Утром, проснувшись, увидели мы отчима за столом. Сидел он на своем привычном месте, точно в доме ничего не произошло, набычившись, скрестил руки на груди, а мать пластала ножом хлеб, тот, что вчера для отчима с горчинкой показался. Наше пробуждение он заметил первым, но вида не подал, смотрел в одну точку. Мать тоже казалась привычной, тихой, только бледность оттеняла ее лицо. Все вроде стало по-прежнему, только для меня тот вечер не прошел бесследно. Заметил я, как зло косил глазами на меня отчим, когда приходил домой выпивши, старался взглядами этими, точно башмаком, раздавить, и улыбка, похожая на гримасу, перекашивала его лицо, вытягивала бескровные губы. Чтоб еще раз не стать причиной скандала, я бесшумно, по-мышиному, заканчивал ужин, прятался на печку, лишний раз стараясь не показываться отчиму на глаза.
Но сегодня вряд ли удастся избежать этой встречи, если дядя Матвей не исправит косу. Будет у отчима повод отыграться, да и мать такую бесхозяйственность не простит…

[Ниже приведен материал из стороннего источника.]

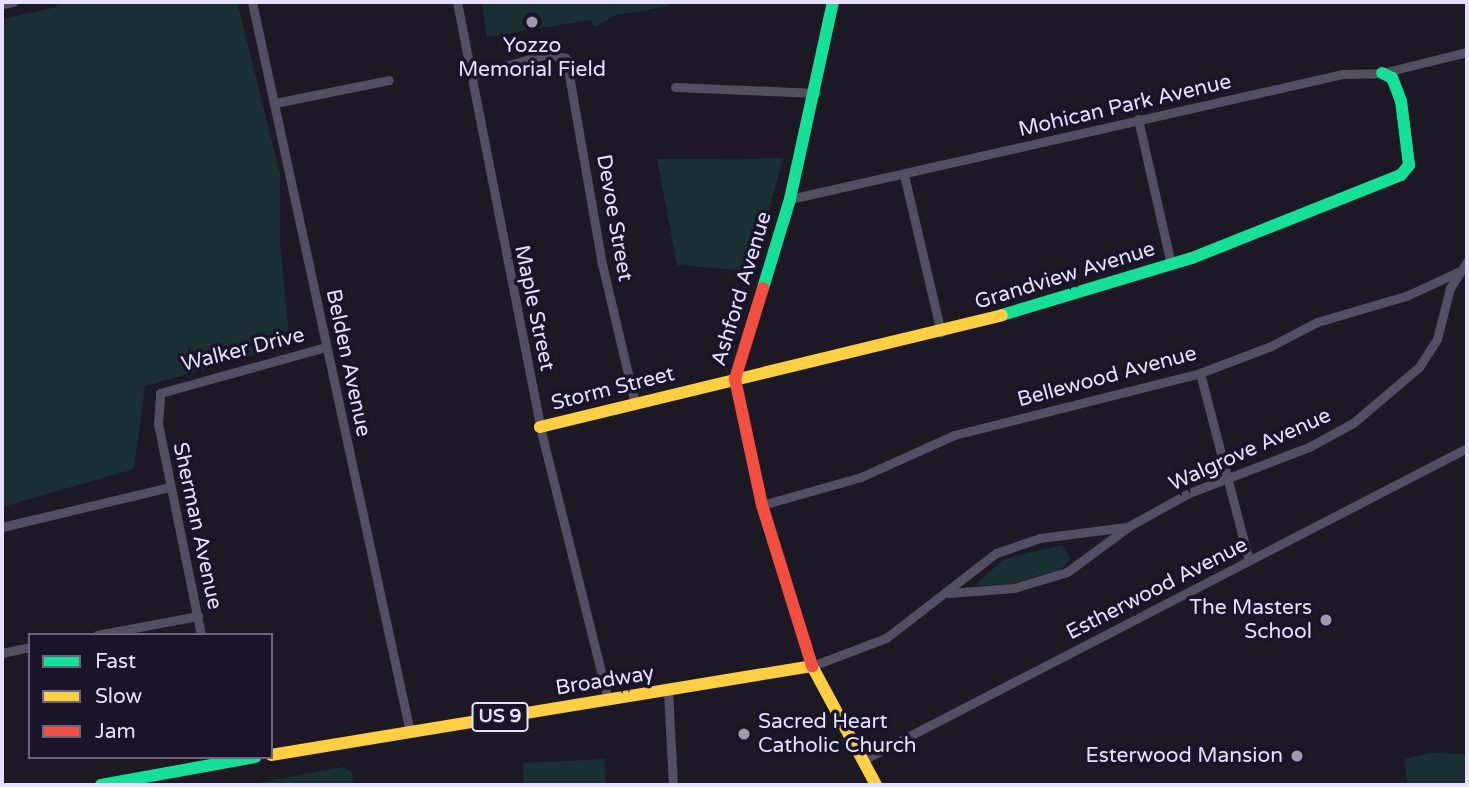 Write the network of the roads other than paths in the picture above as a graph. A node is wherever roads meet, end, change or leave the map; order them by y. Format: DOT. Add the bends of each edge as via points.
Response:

В других селах на самом высоком месте церковь стоит. У нас церковь, впрочем, давно, со времен коллективизации, в зерновой склад превращенная, на отшибе, рядом с болотом и кладбищем, а в центре на взгорке — кузница, дяди Мотино пристанище, саманная развалюха под черепицей, прокопченная до земляного блеска, и когда идешь к деревне, кажется, будто эта крыша черным вороном распластала крылья над домами, покрыла их траурным платком. А может быть, это мне так казалось в то утро…
Еще перед деревней начал я озираться по сторонам, отыскивая взглядом какую-либо железяку — подарок дяде Моте. Так уж оно сложилось — всякий из моих сельчан, кто приходил в кузницу, приносил с собой старый обруч, кусок проволоки, подобранный на дороге, зуб бороны или старую с каштановым налетом ржавчины подкову. Был в этом ритуале своего рода пропуск в кузницу, и дядя Мотя, внешне вроде безразлично, бурчал всякий раз:
— Брось в угол!
Между прочим, и когда горячо благодарили кузнеца за какую-нибудь поделку, он удивленно вскидывал вверх свои густые с изломом брови, говорил:
— Брось в угол!
Будто намекал старый мастер, что и «спасибо» твое когда-нибудь при случае в дело пойдет.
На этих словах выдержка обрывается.